Tipp: Lasse die Karten nicht von jedem Mitarbeiter einzeln schreiben, sondern bilde „Murmelgruppen“. Am besten sind das jeweils 3 Personen, die nebeneinander sitzen. Alle bleiben also am Platz und eine Person schreibt stellvertretend für die Dreiergruppe. Um Nu wird ein produktives Gemurmel im Raum entstehen. Es werden nun 2 Fliegen mit einer Klappe geschlagen: Erstens werden in den Murmelgruppen die Mehrfachnennungen erkannt und im Vorhinein ausgesondert. Zweitens werden die Ideen diskutiert und vorselektiert.
Hervorheben an der Pinnwand
Nachdem nun die Karten an die Pinnwand geheftet wurden, entweder durch dich selbst (klassische Kartenabfrage) oder die Teilnehmer, geht es jetzt darum, aus der Vielfalt der Vorschläge besonders attraktive Fragestellungen, Probleme oder Lösungsansätze hervorzuheben.

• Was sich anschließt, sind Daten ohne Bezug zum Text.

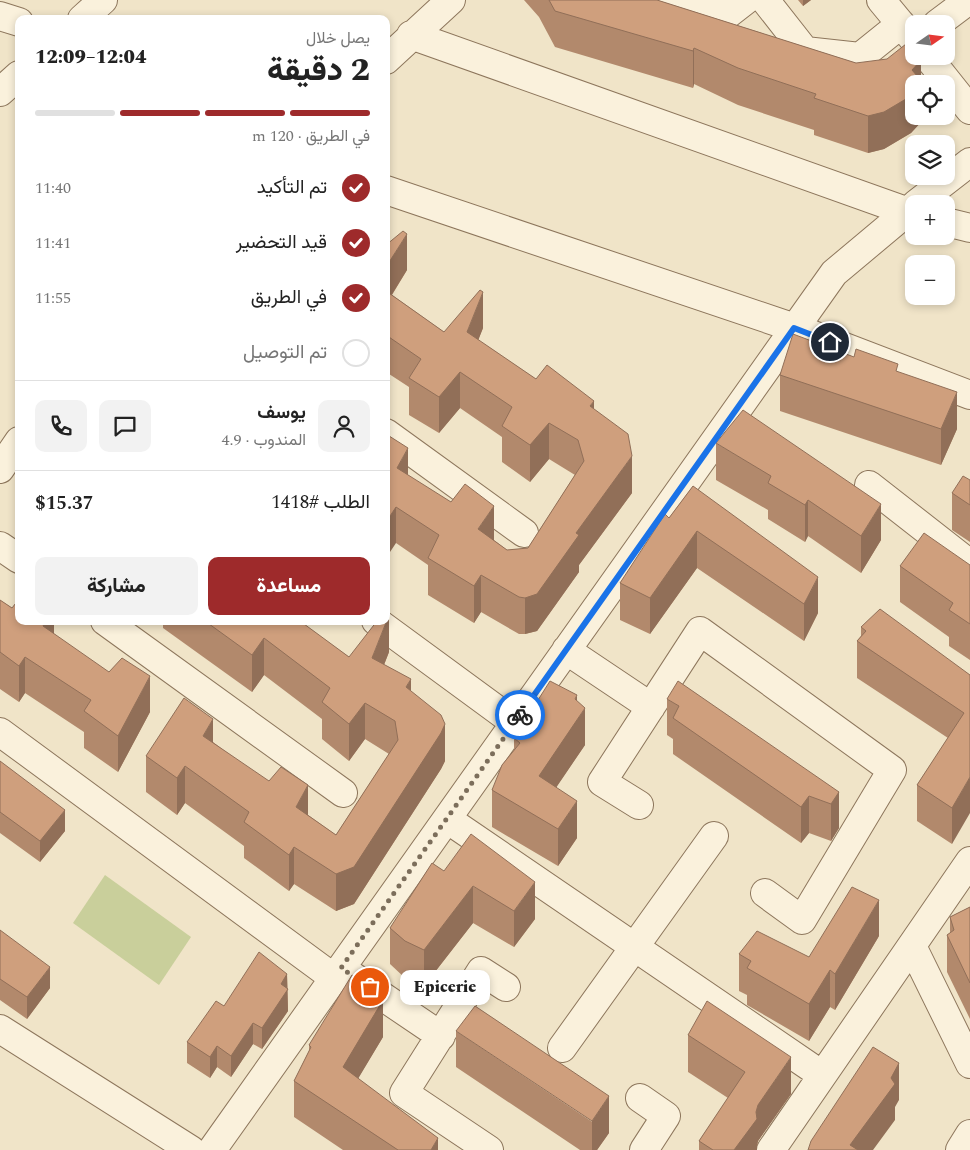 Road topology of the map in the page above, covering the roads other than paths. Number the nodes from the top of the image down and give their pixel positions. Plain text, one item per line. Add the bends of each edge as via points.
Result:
1 (103, 0) edge
2 (451, 0) edge
3 (661, 0) edge
4 (746, 0) edge
5 (765, 0) edge
6 (881, 0) edge
7 (969, 0) edge
8 (86, 15) edge
9 (949, 15) edge
10 (0, 16) edge
11 (15, 21) edge
12 (905, 30) edge
13 (905, 33) edge
14 (411, 35) junction
15 (390, 56) edge
16 (934, 65) edge
17 (15, 79) edge
18 (0, 92) edge
19 (970, 110) edge
20 (970, 162) edge
21 (390, 191) edge
22 (929, 195) edge
23 (905, 207) edge
24 (905, 215) edge
25 (955, 224) edge
26 (970, 228) edge
27 (794, 328) junction
28 (970, 395) edge
29 (390, 436) edge
30 (15, 447) edge
31 (0, 469) edge
32 (869, 485) dead end
33 (524, 533) dead end
34 (0, 546) edge
35 (15, 556) edge
36 (970, 564) edge
37 (111, 625) edge
38 (382, 625) edge
39 (566, 650) junction
40 (651, 706) junction
41 (515, 722) junction
42 (0, 732) edge
43 (343, 793) dead end
44 (639, 805) dead end
45 (447, 819) junction
46 (714, 836) dead end
47 (970, 861) edge
48 (765, 894) dead end
49 (912, 946) junction
50 (634, 947) junction
51 (338, 973) junction
52 (506, 988) dead end
53 (0, 1029) edge
54 (441, 1036) junction
55 (562, 1048) dead end
56 (970, 1064) edge
57 (822, 1075) junction
58 (640, 1098) dead end
59 (970, 1134) edge
60 (191, 1150) edge
61 (212, 1150) edge
62 (489, 1150) edge
63 (644, 1150) edge
64 (770, 1150) edge
65 (960, 1150) edge

1 - 8 street
2 - 14 street
3 - 4 street via 728,14
5 - 13 street via 805,52 860,57
6 - 12 street
7 - 9 street
10 - 11 street
14 - 15 street
14 - 23 street
16 - 19 street
17 - 18 street
20 - 22 street
21 - 27 street
24 - 27 street via 834,273
25 - 26 street
27 - 28 street
27 - 39 street
29 - 33 street
30 - 31 street
32 - 36 street
34 - 35 street
37 - 43 street
38 - 41 street
39 - 40 street
39 - 41 street
40 - 44 street via 602,782
40 - 48 street via 700,631 892,770 802,920
41 - 45 street
42 - 51 street
45 - 50 street
45 - 51 street
46 - 50 street
47 - 49 street
49 - 56 street
49 - 57 street
50 - 55 street
50 - 57 street
51 - 54 street
51 - 61 street
52 - 54 street via 481,971
53 - 60 street
54 - 62 street via 404,1093
57 - 64 street
58 - 63 street via 666,1116
59 - 65 street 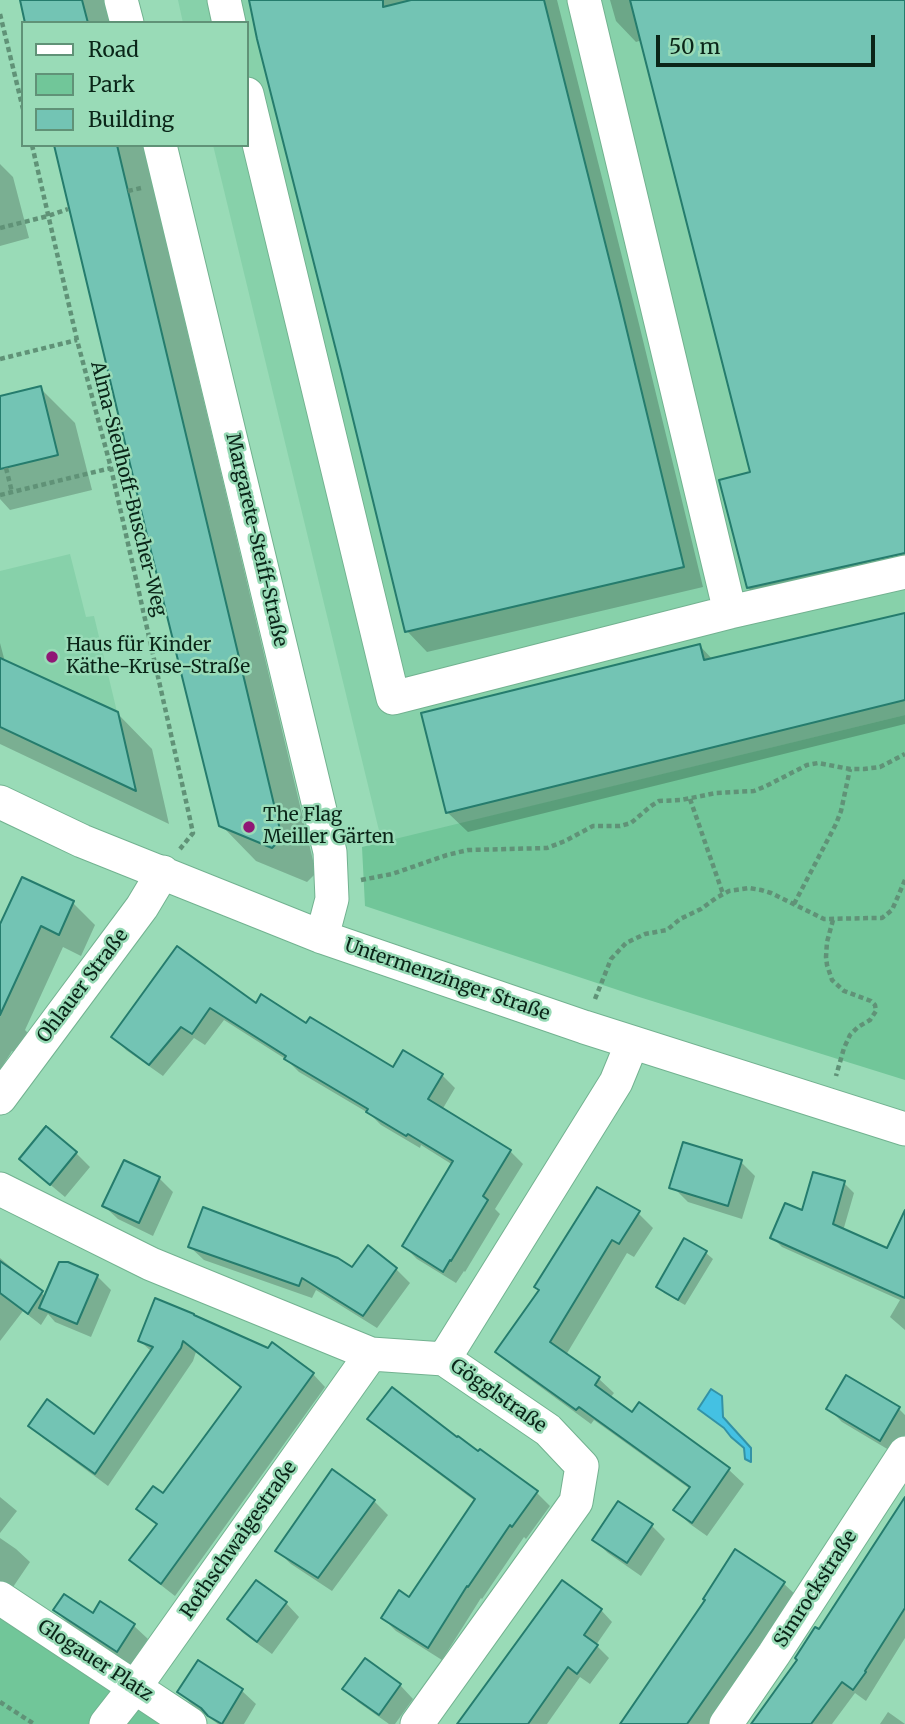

Wie genau kannst du das tun?
Tipp: Schneide aus weißen oder roten Karten eine Kartenunterlage aus. Sie sollte 2 bis 4 cm über die eigentliche Karte hinausragen und somit einen auffallenden Hintergrund bilden. Wenn du jetzt eine Karte besonders hervorheben möchtest, nimmst du sie von der Pinnwand ab und pinnst zuerst die neue Unterlage und dann die Karte in die Mitte an. Du kannst hier natürlich auch mit Formen experimentieren, wenn du das möchtest. In professionellen Moderationskoffern gibt es auch farbige Punkte, mit denen du Karten hervorheben kannst.
Fazit
Fahre 2-gleisig, indem du 2 anstatt einer Gedächtnisspur im Gehirn deiner Zuhörer aktivierst. Auch wenn der Einsatz einer Pinnwand dir zunächst als nicht geeignet für eine Unterweisung scheint, gib dir einen Ruck und teste den Unterschied. In unserem Beispiel wurden die Mitarbeiter lediglich auf der Sprach- und nicht auf der Bildspur angesprochen. In meinen Ausführungen habe ich dir deutlich gemacht, wie einfach es auch gewesen wäre, mit den Mitarbeitern eine Kartenabfrage zu dem Thema „Tragen von Schutzhandschuhen“ zu machen.
Gemeinsam erarbeitete Informationen führen zu den erzielten Inhalten und somit zu einer erfolgreichen Unterweisung. Diese entspricht einer gemeinsamen Vereinbarung, und daran halten sich die Mitarbeiter mit einer ganz anderen Verbindlichkeit, als wenn sie nur zuhören und vor Konsequenzen gewarnt werden.